问题描述
我在Ubuntu上安装了一个节点集群。
我正在尝试执行wordcount程序。
我已经创建了jar文件。
但是当我要执行这个命令时:
I have installed a single node cluster on ubuntu.I am trying to execute wordcount program.I have created jar file.But when I am going to execute this command:
hadoop jar '/home/hduser/Desktop/TutorialFolder/firstTutorial.jar' WordCount /home/hduser/Desktop/TutorialFolder/input_data /TutorialFolder/Output
它是给出以下错误:
It is giving below error:
Exception in thread "main"
org.apache.hadoop.mapreduce.lib.input.InvalidInputException: Input path does not exist:
hdfs://localhost:9000/home/hduser/Desktop/TutorialFolder/input_data
at org.apache.hadoop.mapreduce.lib.input.FileInputFormat.singleThreadedListStatus(FileInputFormat.java:323)
推荐答案
给mapreduce的输入和输出路径必须是有效的HDFS路径,除非您以本地模式运行Hadoop。
The Input and Output paths given to mapreduce must be valid HDFS paths unless you are running Hadoop in local mode.
输入路径 / home / hduser / Desktop / TutorialFolder / input_data
看起来像本地目录。
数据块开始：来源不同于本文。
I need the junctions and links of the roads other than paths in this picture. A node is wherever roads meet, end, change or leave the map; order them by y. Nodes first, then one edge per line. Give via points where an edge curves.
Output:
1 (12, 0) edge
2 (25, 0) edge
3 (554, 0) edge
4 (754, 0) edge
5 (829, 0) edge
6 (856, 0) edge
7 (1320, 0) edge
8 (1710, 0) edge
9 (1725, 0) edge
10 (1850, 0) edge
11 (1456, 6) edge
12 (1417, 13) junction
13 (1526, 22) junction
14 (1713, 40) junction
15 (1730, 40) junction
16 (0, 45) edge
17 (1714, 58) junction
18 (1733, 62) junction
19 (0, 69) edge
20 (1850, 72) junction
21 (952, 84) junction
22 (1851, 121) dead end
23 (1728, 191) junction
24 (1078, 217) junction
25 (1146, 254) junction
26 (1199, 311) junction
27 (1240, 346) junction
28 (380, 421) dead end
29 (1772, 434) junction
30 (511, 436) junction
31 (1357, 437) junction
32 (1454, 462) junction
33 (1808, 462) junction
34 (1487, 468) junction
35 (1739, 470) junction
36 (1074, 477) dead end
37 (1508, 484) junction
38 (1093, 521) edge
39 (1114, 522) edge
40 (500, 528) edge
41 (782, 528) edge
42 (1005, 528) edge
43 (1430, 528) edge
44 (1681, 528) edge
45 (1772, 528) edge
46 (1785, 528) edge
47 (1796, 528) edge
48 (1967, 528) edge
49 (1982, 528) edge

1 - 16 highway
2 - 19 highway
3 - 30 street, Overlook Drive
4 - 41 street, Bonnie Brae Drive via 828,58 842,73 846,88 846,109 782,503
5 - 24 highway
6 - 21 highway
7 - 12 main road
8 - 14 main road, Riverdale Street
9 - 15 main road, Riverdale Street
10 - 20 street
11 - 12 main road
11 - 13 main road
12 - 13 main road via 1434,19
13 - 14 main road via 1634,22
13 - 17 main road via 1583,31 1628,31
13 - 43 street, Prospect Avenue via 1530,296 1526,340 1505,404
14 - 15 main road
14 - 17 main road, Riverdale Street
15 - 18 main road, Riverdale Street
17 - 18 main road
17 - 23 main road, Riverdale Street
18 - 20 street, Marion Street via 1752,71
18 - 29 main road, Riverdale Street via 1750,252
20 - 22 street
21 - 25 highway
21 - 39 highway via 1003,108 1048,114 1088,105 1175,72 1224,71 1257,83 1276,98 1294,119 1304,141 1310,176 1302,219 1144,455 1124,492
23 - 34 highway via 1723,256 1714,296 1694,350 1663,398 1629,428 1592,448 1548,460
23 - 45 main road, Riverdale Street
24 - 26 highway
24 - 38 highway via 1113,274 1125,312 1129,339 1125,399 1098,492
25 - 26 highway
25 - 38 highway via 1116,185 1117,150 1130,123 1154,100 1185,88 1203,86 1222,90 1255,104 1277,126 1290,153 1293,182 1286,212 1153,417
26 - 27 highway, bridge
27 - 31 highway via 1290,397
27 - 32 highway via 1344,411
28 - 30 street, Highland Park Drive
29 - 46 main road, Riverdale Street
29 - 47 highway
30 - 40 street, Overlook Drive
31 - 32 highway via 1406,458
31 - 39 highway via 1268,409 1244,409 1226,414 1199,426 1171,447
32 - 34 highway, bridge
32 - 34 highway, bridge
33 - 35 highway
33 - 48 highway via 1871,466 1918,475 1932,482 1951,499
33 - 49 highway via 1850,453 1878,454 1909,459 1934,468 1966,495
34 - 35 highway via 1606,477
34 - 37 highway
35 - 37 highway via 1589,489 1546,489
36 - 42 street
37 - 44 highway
在HDFS中创建一个类似的结构,并将输入数据上传到HDFS中的目录中。
The Input path /home/hduser/Desktop/TutorialFolder/input_data
passed here looks like a local directory. Create a similar structure in HDFS and upload the input data to that directory in HDFS.
hdfs dfs -mkdir -p /wordcount/input_data
hdfs dfs -put /home/hduser/Desktop/TutorialFolder/input_data/ /wordcount/input_data/
输出路径也必须在HDFS中。
并使用HDFS路径运行jar,
Also the Output path must be in HDFS.And Run the jar with the HDFS paths,
hadoop jar /home/hduser/Desktop/TutorialFolder/firstTutorial.jar WordCount /wordcount/input_data /wordcount/output
这篇关于运行WordCount MapReduce时,输入路径不存在的文章就介绍到这了,希望我们推荐的答案对大家有所帮助,也希望大家多多支持!